(DIRECTIONS FOR THIS TASK)
The answer must be the full listing, word for word, with no pictures in it.

(GIVEN INFORMATION)

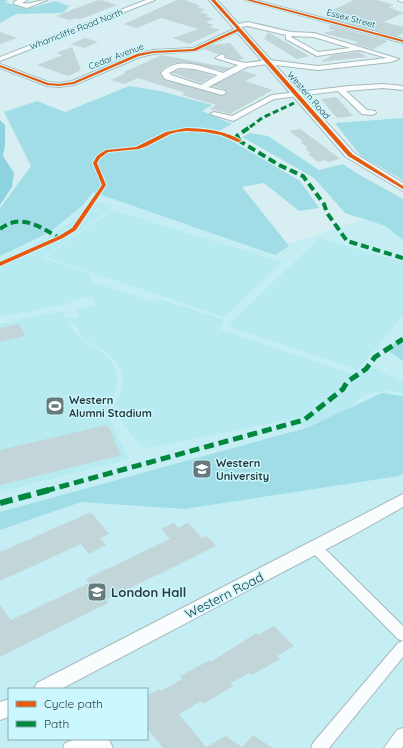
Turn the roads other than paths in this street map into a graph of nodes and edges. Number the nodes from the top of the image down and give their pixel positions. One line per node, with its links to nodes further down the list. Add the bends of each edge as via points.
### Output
1 (24, 0): 2 (street, via 16,3 27,6)
2 (44, 0)
3 (152, 0): 12 (street, Wharncliffe Road North)
4 (212, 0): 6 (main road, Western Road)
5 (248, 0): 8 (street, Essex Street)
6 (237, 27): 7 (street, via 248,24); 13 (main road, Western Road); 15 (street, Cedar Avenue, via 194,50 138,55 74,83 47,84)
7 (291, 34): 9 (street, via 314,35); 9 (street, via 288,38 317,54)
8 (403, 41)
9 (358, 49): 11 (street)
10 (222, 56): 14 (street, via 218,58)
11 (400, 58): 13 (street, via 318,68)
12 (0, 60)
13 (269, 62): 14 (street); 21 (main road, Western Road)
14 (245, 65): 16 (street)
15 (0, 66)
16 (224, 76): 17 (street); 17 (street, via 182,65 166,73 168,77)
17 (202, 87): 20 (street)
18 (403, 88): 19 (street, via 383,86)
19 (340, 89): 21 (street); 22 (street, via 365,112)
20 (222, 93)
21 (295, 94): 23 (street, via 272,97 233,119); 24 (main road, Western Road, via 350,155)
22 (372, 113)
23 (214, 114)
24 (402, 187)
25 (403, 500): 26 (main road, Western Road)
26 (316, 548): 27 (street); 29 (main road, Western Road)
27 (403, 635)
28 (403, 647): 33 (street)
29 (46, 688)
30 (403, 735): 34 (street)
31 (71, 748): 32 (street, via 82,742 90,742 103,745)
32 (105, 748)
33 (319, 748)
34 (392, 748)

(YOUR RESPONSE)
Turn the roads other than paths in this street map into a graph of nodes and edges. Number the nodes from the top of the image down and give their pixel positions. One line per node, with its links to nodes further down the list. Add the bends of each edge as via points.
### Output
1 (24, 0): 2 (street, via 16,3 27,6)
2 (44, 0)
3 (152, 0): 12 (street, Wharncliffe Road North)
4 (212, 0): 6 (main road, Western Road)
5 (248, 0): 8 (street, Essex Street)
6 (237, 27): 7 (street, via 248,24); 13 (main road, Western Road); 15 (street, Cedar Avenue, via 194,50 138,55 74,83 47,84)
7 (291, 34): 9 (street, via 314,35); 9 (street, via 288,38 317,54)
8 (403, 41)
9 (358, 49): 11 (street)
10 (222, 56): 14 (street, via 218,58)
11 (400, 58): 13 (street, via 318,68)
12 (0, 60)
13 (269, 62): 14 (street); 21 (main road, Western Road)
14 (245, 65): 16 (street)
15 (0, 66)
16 (224, 76): 17 (street); 17 (street, via 182,65 166,73 168,77)
17 (202, 87): 20 (street)
18 (403, 88): 19 (street, via 383,86)
19 (340, 89): 21 (street); 22 (street, via 365,112)
20 (222, 93)
21 (295, 94): 23 (street, via 272,97 233,119); 24 (main road, Western Road, via 350,155)
22 (372, 113)
23 (214, 114)
24 (402, 187)
25 (403, 500): 26 (main road, Western Road)
26 (316, 548): 27 (street); 29 (main road, Western Road)
27 (403, 635)
28 (403, 647): 33 (street)
29 (46, 688)
30 (403, 735): 34 (street)
31 (71, 748): 32 (street, via 82,742 90,742 103,745)
32 (105, 748)
33 (319, 748)
34 (392, 748)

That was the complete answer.